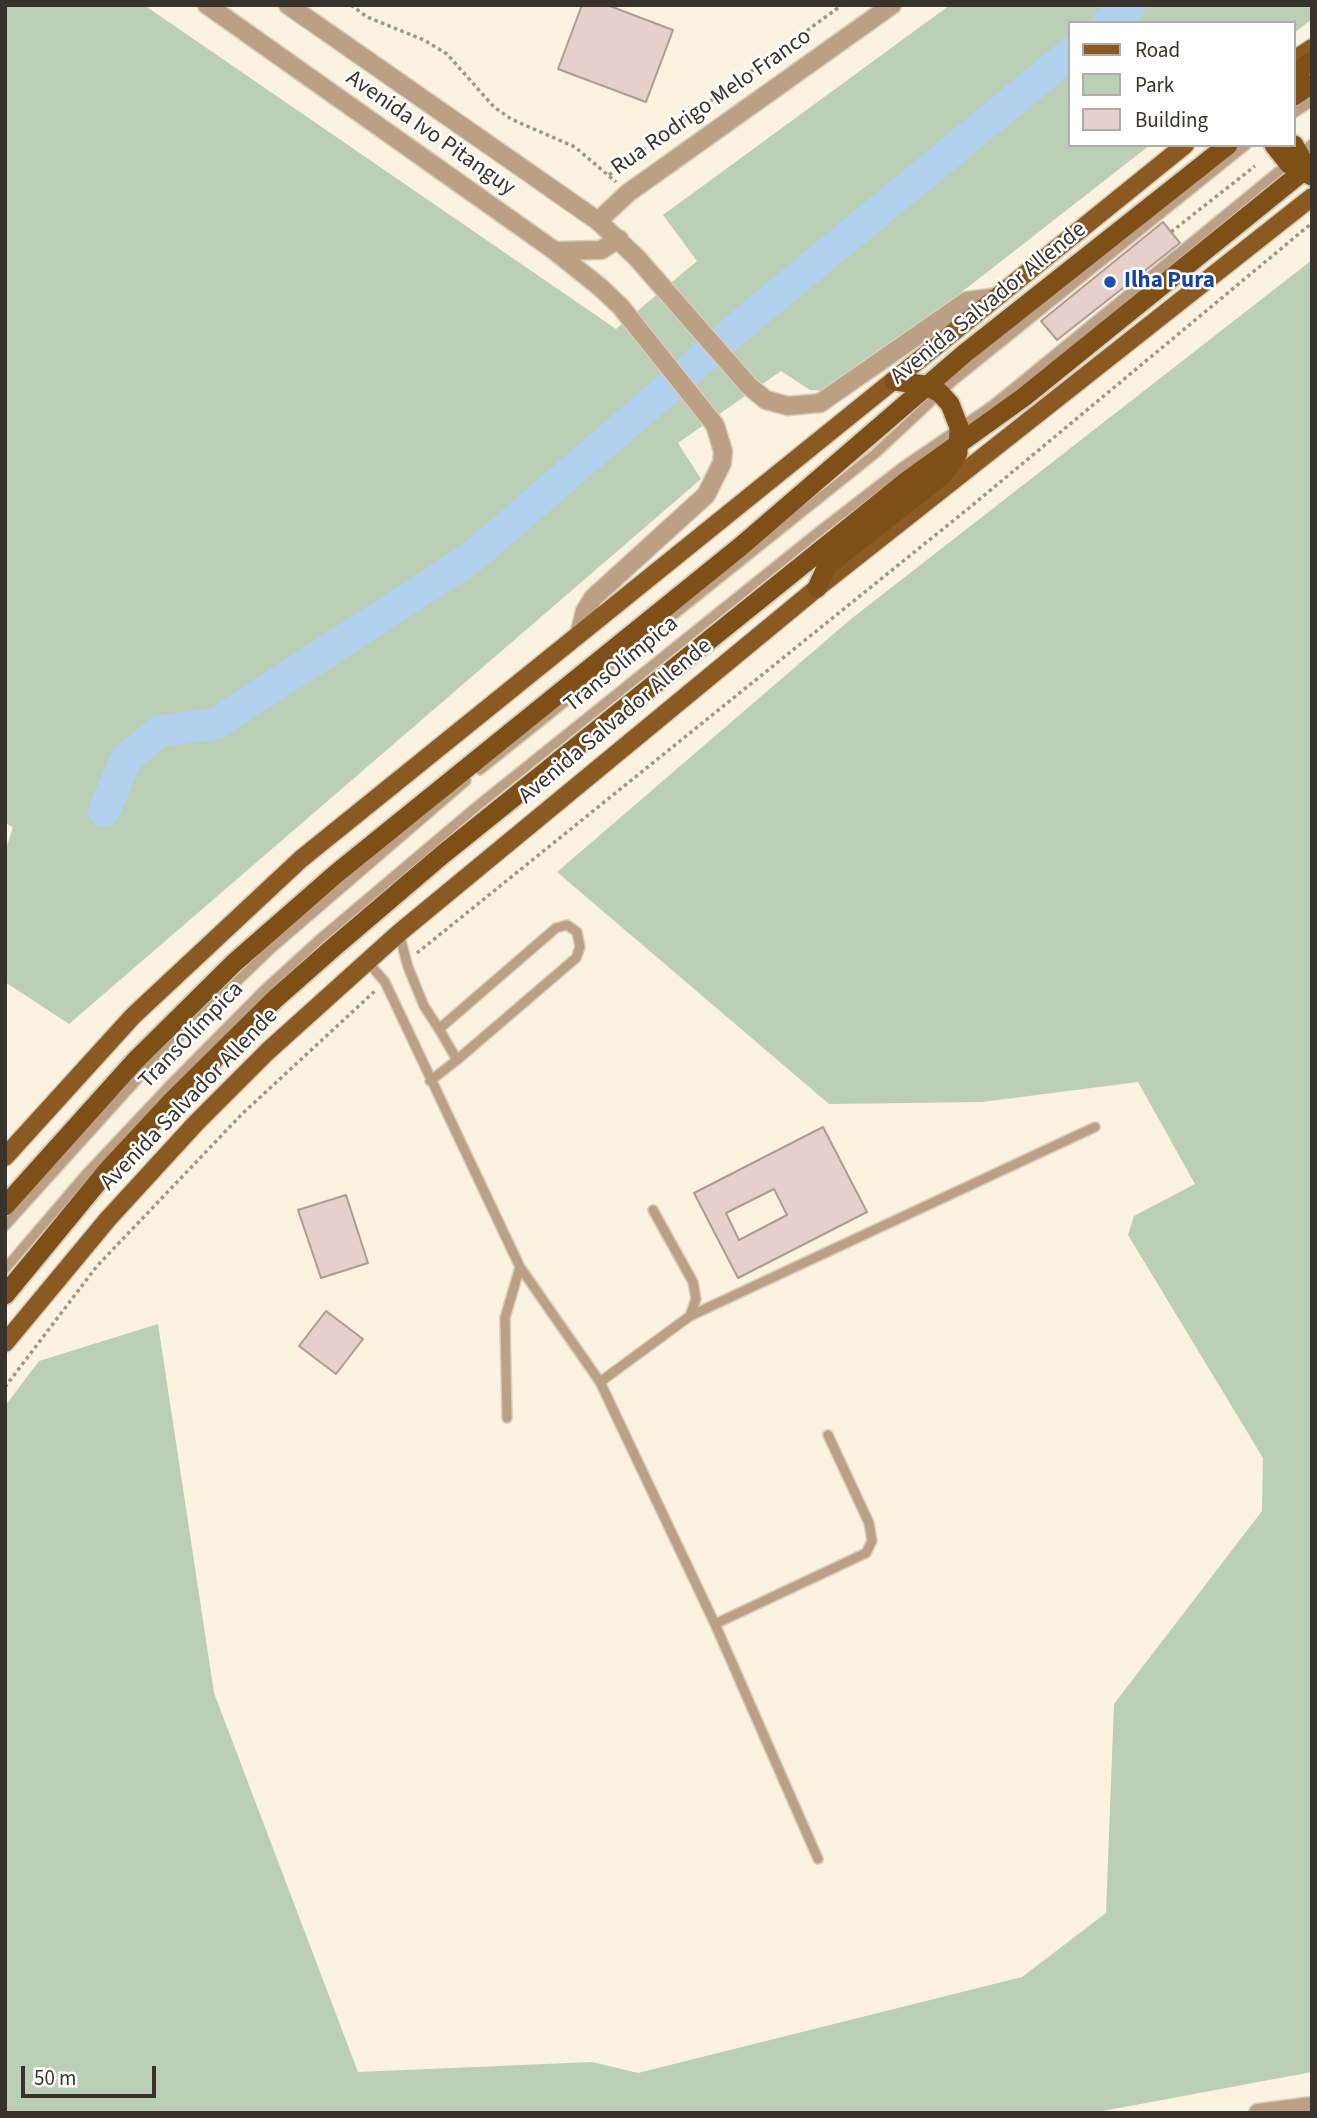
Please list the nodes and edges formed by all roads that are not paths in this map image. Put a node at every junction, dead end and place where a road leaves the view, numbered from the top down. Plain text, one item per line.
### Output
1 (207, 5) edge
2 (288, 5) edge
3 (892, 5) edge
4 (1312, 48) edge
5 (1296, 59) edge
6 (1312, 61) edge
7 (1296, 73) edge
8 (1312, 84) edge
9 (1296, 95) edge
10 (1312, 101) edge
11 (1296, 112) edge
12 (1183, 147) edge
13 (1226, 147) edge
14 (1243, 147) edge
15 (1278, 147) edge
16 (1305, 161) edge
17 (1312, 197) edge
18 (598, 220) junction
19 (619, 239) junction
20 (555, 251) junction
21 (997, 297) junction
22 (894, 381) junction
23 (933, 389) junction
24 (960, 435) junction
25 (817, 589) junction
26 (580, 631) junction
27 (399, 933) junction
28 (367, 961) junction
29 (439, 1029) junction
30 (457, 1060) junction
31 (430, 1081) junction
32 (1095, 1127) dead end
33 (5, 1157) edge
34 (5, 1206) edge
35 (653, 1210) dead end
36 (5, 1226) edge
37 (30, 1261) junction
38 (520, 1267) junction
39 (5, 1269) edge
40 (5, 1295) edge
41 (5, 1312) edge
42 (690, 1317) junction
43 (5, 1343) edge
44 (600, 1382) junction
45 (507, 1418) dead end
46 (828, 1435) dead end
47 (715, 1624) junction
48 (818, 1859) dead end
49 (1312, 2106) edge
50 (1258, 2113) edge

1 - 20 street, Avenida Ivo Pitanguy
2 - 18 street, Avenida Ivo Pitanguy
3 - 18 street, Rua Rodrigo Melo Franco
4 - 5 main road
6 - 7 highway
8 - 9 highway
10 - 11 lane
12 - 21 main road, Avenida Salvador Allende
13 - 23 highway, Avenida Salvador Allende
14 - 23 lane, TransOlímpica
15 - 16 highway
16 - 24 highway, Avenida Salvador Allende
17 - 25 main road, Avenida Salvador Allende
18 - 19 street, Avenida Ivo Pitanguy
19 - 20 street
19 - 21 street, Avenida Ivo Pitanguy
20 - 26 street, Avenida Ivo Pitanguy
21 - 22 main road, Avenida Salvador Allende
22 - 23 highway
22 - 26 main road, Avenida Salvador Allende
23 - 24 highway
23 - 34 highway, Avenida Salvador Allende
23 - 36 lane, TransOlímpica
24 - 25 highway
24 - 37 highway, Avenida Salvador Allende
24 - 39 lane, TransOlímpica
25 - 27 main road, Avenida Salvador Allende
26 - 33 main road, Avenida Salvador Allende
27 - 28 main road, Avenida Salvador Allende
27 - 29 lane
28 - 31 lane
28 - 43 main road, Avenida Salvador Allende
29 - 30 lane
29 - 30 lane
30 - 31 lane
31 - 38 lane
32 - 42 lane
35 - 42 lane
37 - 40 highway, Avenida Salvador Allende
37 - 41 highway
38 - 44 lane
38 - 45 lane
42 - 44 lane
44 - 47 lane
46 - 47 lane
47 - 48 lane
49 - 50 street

- - -

◆ Try it ◆
Copy out every line in the records where the word "highway" is found.

◆ Task output ◆
6 - 7 highway
8 - 9 highway
13 - 23 highway, Avenida Salvador Allende
15 - 16 highway
16 - 24 highway, Avenida Salvador Allende
22 - 23 highway
23 - 24 highway
23 - 34 highway, Avenida Salvador Allende
24 - 25 highway
24 - 37 highway, Avenida Salvador Allende
37 - 40 highway, Avenida Salvador Allende
37 - 41 highway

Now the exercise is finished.